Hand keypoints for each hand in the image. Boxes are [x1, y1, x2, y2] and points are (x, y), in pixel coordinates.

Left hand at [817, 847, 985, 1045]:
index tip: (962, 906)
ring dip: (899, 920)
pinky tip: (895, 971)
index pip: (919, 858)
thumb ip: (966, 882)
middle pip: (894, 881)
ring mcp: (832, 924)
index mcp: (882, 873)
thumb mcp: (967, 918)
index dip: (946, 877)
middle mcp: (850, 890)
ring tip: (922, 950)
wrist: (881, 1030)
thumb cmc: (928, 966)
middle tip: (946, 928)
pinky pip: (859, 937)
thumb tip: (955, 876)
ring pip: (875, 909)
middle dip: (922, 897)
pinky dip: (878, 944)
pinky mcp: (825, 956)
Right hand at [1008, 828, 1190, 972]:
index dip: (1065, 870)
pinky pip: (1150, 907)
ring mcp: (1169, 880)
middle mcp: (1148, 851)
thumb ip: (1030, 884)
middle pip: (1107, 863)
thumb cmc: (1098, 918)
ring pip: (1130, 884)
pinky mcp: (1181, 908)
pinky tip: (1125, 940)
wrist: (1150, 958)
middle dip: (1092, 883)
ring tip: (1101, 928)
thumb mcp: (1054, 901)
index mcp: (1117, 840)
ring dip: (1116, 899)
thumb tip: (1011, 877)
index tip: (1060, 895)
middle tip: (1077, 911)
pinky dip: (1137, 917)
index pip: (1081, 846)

____

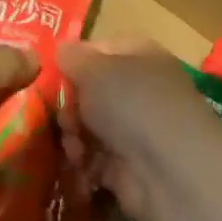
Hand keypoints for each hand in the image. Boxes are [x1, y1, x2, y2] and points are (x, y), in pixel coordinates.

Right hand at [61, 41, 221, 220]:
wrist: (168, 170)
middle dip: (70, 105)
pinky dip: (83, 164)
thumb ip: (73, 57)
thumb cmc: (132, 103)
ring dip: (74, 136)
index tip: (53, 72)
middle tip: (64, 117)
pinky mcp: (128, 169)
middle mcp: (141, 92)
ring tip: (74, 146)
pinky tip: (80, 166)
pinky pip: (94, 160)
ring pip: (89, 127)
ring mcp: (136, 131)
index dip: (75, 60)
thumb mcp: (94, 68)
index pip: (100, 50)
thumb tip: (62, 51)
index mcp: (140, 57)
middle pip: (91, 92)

____

» **Directions for this task**
From the records above, repeat exactly the lines from the one with "middle pip: (894, 881)" through the one with "pinky pip: (859, 937)", both included.

» **Response for this exercise**
middle pip: (894, 881)
ring mcp: (832, 924)
index mcp: (882, 873)
thumb mcp: (967, 918)
index dip: (946, 877)
middle mcp: (850, 890)
ring tip: (922, 950)
wrist: (881, 1030)
thumb cmc: (928, 966)
middle tip: (946, 928)
pinky pip: (859, 937)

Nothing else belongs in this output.